Etuhu had a hand in the build-up to his goal, flicking on Andy Hughes' free-kick and then powering into the box to head home Darren Huckerby's cross.

He might have made it 2-0 on 10 minutes, heading Mark Fotheringham's corner just wide, while Huckerby cut in from the left to send a right-footer just over the crossbar. Etuhu and Huckerby had more difficult efforts while a linesman's flag denied Robert Earnshaw a run on goal just before half-time.

All well and good, but it was still only 1-0 at half-time and you just got the feeling City would regret not making the most of their performance.

Jim Magilton would doubtless have melted the paint on the dressing room walls with his "pep talk", while Grant could be forgiven for trying to get away with "more of the same, but with goals, please" line.

The Ipswich players were clearly more attentive, with the blue shirts taking over where the yellow ones had left off.

The excellent Gavin Williams tried a snap-shot from the edge of the box - not particularly dangerous, but compared to their first-half efforts, certainly a worry - and then Owen Garvan volleyed goalwards after a corner, Mark Fotheringham hacking the ball away from a post.

But while Ipswich were clearly on top, they could so easily have been two down had Chris Martin's volley from Huckerby's cross been just a foot or two lower.

How that might have changed things we will never know, nor did anyone have time to ponder as Ipswich went straight down the other end and scored.

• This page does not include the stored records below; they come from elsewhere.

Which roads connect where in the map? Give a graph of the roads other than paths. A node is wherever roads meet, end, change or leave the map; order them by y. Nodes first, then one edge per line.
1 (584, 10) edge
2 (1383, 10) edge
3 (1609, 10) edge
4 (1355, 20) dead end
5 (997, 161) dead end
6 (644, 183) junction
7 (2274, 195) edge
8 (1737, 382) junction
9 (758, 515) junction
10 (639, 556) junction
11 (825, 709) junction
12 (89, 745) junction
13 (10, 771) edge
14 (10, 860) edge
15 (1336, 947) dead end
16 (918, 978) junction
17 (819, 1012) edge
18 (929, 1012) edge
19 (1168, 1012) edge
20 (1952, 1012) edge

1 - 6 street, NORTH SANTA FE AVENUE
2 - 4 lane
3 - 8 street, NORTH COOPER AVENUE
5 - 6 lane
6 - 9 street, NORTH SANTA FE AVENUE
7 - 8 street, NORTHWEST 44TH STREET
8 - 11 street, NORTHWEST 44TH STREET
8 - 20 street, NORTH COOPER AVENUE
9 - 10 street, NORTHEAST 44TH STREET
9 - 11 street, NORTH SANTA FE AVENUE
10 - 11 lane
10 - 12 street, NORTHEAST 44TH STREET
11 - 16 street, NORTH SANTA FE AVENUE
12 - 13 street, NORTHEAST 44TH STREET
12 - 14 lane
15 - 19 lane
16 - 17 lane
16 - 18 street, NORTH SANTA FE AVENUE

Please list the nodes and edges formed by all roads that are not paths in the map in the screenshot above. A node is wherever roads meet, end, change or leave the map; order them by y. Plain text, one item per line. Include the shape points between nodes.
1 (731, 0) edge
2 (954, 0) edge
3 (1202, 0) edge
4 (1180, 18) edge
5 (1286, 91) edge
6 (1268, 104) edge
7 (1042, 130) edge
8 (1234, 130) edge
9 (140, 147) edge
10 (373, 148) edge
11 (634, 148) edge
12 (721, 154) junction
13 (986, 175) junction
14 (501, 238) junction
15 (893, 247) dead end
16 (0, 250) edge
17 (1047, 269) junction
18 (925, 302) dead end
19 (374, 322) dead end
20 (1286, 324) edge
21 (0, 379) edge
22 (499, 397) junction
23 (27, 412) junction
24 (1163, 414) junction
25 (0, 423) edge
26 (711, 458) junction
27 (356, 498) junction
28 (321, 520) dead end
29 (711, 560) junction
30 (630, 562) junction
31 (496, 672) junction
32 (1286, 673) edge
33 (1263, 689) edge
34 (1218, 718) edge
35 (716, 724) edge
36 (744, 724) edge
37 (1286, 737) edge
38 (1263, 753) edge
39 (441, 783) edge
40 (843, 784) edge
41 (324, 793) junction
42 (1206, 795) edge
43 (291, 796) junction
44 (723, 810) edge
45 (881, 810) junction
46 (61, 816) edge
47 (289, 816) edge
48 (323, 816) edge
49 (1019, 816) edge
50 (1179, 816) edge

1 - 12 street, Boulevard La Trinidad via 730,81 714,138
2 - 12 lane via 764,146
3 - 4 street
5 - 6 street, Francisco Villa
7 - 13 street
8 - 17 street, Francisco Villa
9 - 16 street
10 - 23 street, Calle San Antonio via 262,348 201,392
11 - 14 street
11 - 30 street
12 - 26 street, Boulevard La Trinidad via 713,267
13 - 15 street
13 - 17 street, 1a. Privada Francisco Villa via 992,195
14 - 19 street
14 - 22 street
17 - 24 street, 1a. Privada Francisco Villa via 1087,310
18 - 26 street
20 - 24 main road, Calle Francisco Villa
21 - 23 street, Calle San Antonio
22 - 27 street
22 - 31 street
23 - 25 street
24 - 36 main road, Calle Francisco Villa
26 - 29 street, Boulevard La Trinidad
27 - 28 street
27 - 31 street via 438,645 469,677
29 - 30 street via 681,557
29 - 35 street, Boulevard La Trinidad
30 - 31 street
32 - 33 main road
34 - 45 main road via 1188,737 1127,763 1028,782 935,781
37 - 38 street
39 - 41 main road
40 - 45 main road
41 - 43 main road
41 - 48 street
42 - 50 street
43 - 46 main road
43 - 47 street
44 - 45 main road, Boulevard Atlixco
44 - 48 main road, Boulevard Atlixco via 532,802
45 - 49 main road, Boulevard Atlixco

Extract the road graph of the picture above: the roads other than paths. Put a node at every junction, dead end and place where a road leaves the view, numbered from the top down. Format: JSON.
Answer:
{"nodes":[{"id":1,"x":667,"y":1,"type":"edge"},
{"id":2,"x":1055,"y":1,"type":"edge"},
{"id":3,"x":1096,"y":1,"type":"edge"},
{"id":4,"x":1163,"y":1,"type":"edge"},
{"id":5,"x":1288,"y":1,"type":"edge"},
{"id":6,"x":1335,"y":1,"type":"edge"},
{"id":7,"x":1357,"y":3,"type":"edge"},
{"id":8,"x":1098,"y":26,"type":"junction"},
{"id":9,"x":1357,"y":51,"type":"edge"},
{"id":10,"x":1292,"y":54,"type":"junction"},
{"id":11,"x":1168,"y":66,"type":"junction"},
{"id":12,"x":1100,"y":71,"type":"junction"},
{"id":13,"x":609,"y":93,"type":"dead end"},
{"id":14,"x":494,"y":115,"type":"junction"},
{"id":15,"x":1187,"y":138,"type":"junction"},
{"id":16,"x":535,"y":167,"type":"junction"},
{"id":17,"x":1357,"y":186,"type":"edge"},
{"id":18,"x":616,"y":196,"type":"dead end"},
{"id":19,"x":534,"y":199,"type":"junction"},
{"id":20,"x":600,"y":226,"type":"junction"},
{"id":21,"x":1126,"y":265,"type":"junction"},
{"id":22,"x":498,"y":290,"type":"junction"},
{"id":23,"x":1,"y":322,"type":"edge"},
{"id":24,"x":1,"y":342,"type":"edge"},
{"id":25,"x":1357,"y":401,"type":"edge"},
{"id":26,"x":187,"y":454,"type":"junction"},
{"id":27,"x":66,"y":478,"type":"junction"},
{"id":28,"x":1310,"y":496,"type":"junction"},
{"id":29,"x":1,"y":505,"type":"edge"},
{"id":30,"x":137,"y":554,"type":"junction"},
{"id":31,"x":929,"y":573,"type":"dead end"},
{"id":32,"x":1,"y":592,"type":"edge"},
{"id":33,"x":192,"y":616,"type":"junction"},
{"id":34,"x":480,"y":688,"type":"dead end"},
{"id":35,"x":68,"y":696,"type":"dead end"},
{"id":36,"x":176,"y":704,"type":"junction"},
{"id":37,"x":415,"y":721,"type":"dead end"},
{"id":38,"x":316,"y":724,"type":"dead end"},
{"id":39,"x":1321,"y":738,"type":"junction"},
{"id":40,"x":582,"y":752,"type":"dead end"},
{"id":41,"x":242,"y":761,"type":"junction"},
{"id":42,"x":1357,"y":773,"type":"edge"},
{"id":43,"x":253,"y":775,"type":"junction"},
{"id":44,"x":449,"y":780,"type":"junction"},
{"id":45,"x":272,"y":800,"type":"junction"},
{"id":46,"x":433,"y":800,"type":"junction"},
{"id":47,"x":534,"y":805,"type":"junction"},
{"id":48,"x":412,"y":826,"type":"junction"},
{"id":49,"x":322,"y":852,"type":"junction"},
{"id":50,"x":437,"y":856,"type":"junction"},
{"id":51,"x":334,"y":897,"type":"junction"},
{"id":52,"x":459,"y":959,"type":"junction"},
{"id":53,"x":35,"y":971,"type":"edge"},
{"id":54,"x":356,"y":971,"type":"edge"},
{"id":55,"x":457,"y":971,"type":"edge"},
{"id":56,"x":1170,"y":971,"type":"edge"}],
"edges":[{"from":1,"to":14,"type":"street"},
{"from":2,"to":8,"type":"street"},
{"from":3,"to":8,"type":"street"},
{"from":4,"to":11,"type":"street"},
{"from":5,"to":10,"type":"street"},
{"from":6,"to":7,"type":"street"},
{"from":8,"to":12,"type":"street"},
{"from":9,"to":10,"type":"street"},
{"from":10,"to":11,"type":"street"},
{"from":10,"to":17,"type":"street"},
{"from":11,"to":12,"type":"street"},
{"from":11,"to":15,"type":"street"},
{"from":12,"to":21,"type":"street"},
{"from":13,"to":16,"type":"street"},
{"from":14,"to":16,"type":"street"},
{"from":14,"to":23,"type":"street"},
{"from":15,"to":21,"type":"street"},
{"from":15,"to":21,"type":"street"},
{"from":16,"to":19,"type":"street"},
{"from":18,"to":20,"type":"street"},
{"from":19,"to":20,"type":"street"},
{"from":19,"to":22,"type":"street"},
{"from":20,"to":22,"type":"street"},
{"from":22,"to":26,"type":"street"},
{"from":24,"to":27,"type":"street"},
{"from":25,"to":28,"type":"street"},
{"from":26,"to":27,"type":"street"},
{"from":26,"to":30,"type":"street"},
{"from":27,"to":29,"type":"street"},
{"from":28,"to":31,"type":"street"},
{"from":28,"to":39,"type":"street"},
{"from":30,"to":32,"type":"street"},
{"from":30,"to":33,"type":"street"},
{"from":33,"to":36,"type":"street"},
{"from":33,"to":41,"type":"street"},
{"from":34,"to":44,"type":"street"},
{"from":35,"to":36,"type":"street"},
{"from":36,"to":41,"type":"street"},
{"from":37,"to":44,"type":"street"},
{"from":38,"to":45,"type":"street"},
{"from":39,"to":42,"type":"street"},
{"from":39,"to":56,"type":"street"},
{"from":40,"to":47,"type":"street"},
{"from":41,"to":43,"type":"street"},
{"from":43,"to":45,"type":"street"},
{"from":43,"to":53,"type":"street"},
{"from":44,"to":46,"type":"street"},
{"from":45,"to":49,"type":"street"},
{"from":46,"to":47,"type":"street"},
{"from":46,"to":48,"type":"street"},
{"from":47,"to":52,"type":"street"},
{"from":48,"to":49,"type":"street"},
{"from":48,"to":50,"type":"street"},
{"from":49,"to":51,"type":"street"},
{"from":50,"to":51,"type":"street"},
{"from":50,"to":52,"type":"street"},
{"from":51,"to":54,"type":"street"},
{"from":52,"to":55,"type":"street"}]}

Wright overlapped well, but got lucky when his low cross from the right side of the area came back off the sliding Shackell back into his path - leaving him a toe-poke past Tony Warner.

Level pegging, Ipswich with their tails up - how would City's walking wounded react? To be fair, they did get something of a second wind, although when Lee Croft added a kick on the shins to his hip injury he could last no longer.

Huckerby prodded and probed down the left, but Etuhu saw an effort from one cross go wide, while Dublin couldn't stretch to reach another. The great man then saw a shot deflected - only for Shane Supple to save with his legs.

Ipswich enjoyed their share of possession in a match still high on energy, but fairly average on quality. And although the scaremongers always felt a blue goal was on the way, the reality was they only really tested Warner once after their equaliser, the loan keeper doing well to stop William's long-range effort.

That it ended all square was a fair result, of that there was little doubt, but Norwich might just make a case for a moral victory, given that most of the outfield players were carrying injuries of some kind or other.

It's amazing what you can do with a few dodgy bones and some sticky back plastic, as City's very own Blue Peter proved by fielding Huckerby, Croft, Dublin and Shackell, despite suggesting that all were borderline. Four out of four is some result, Peter.

Then you can add Adam Drury, who can't have trained that much given his recent frequent visits to the dentist, to that list plus Fotheringham - who Grant had declared fit last week simply by virtue of the fact that "he's walking" - and Earnshaw.

Which leaves precisely three outfield players who weren't affected by some sort of fitness problem or another.

This, by the way, isn't an excuse. It's a fact which needs to be taken into account when reflecting on the 76th meeting between these two teams. Earnshaw was clearly out of touch after three months out, Fotheringham struggled in the second half and ended the match wastefully sending free-kicks into the crowd while Drury just looked a bit knackered at times.

That Huckerby managed to play as well as he did is either testament to the healing powers of physio Neal Reynolds or proof that Peter Grant loves a bit of kidology now and again.

Neither was needed for Etuhu, who was excellent in the middle of the park where he was told to go in and make himself the boss, or Hughes, who has been criticised on the terraces and in these columns, but turned in arguably his best performance in a City shirt, full of the sort of character that has been missing from too many elements of the team this season.